In [None]:
import numpy as np 
import pandas as pd
import matplotlib.pyplot as plt
import seaborn as sns
from sklearn.model_selection import train_test_split
import warnings
warnings.filterwarnings("ignore")

## Exploratory Data Analysis

<span style="font-size:15px;"> Exploratory Data Analysis or in short EDA is a process of understanding the data using statistical and visualization techniques. It is important part of data analysis.
The next steps in data analysis like cleaning and modeling depends in EDA. It is important to spend time to explore data and extract hidden patterns in the data. 

There are mainly two types of EDA

* Univariate Analysis
* Bi-variate Analysis
</span>

### **Univariate Analysis**

Univariate analysis is a type of exploratory analysis where we will analyze the features independently. We will use different visualization techniques and statistical techniques to understand each feature in the data. <br><br>

We will use visualization techniques like histograms, density plot and box plots to understand the distribution of the data. Type of the plot to use depends on type of variable. If we need to check the distribution of categorical variable we need to use bar plot and if its a continuous variable we will use histograms. <br><br>

We can use statistical quntities line mean , median , percentile and skewness can be used to understand each feature.

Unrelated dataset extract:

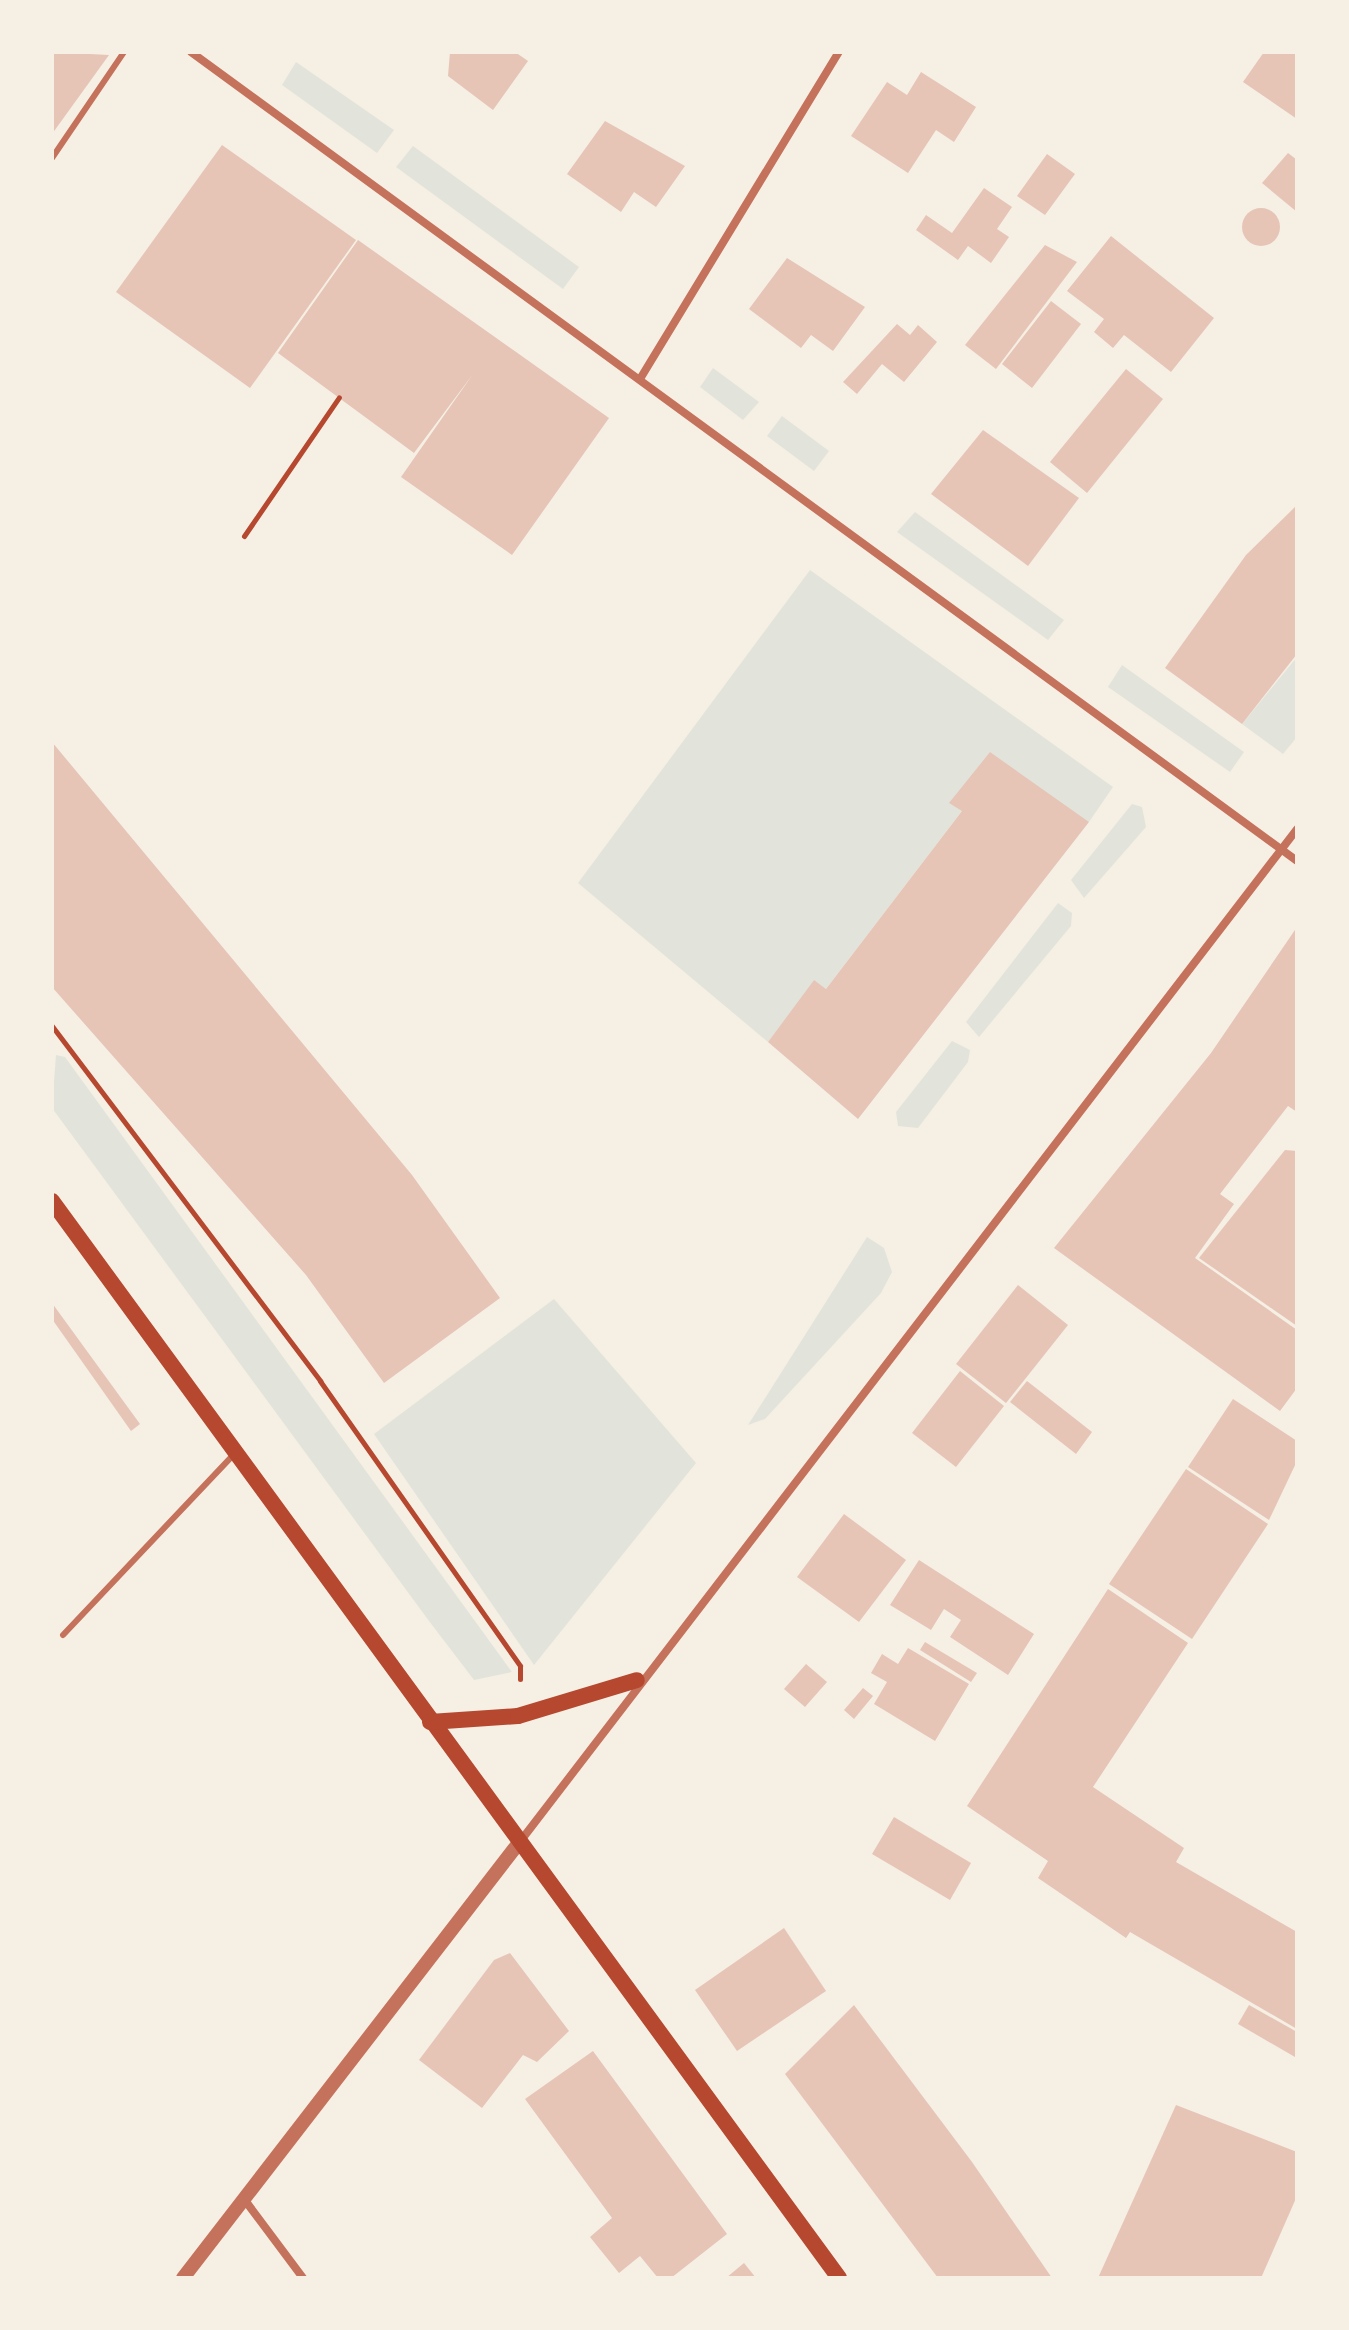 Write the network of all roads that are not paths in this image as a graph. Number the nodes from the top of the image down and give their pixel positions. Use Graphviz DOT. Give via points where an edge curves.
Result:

<span style="font-size:15px;"> Lets load the data First </span>

In [None]:
#Loading Files
train_data = pd.read_csv("/kaggle/input/ventilator-pressure-prediction/train.csv")
test_data = pd.read_csv("/kaggle/input/ventilator-pressure-prediction/test.csv")

In [None]:
print("Train data shape ",train_data.shape)
print("Test data shape  ",test_data.shape)

In [None]:
train_data.info()

In [None]:
train_data.iloc[:,2:].describe()

In [None]:
train_data.isnull().sum()

**Inferences:**
* All the features are in int or float type. Although features R and C are int type they have only few categories , so we can treat them as categorical features
* From the statistics we can see there are outliers in some features. feature u_in mean is 7.3 and max value is 100 so its skewed and there are outliers
* There are no null values in the data

In [None]:
fig,ar = plt.subplots(nrows=1,ncols=2,figsize=(8,4))
fig.suptitle("Distribution of variable R",fontsize=15,)
test_data["R"].value_counts().plot.bar(ylabel="Count",xlabel="R",title="Test Data",ax=ar[0])
train_data["R"].value_counts().plot.bar(ylabel="Count",xlabel="R",title="Train Data",ax=ar[1])

In [None]:
fig,ar = plt.subplots(nrows=1,ncols=2,figsize=(8,4))
fig.suptitle("Distribution of variable C",fontsize=15,)
test_data["C"].value_counts().plot.bar(ylabel="Count",xlabel="C",title="Test Data",ax=ar[0])
train_data["C"].value_counts().plot.bar(ylabel="Count",xlabel="C",title="Train Data",ax=ar[1])

In [None]:
fig,ar = plt.subplots(nrows=1,ncols=2,figsize=(8,4))
fig.suptitle("Distribution of variable u_out",fontsize=15,)
test_data["u_out"].value_counts().plot.bar(ylabel="Count",xlabel="u_out",title="Test Data",ax=ar[0])
train_data["u_out"].value_counts().plot.bar(ylabel="Count",xlabel="u_out",title="Train Data",ax=ar[1])

In [None]:
fig,ar = plt.subplots(nrows=1,ncols=2,figsize=(12,6))
fig.suptitle("Distribution of variable time_step",fontsize=15,)
sns.distplot(train_data["time_step"],bins=100,ax = ar[0])
sns.boxplot(y=train_data["time_step"],ax=ar[1])

In [None]:
m  = train_data["time_step"]
m = np.log(m, out=np.zeros_like(m), where=(m!=0))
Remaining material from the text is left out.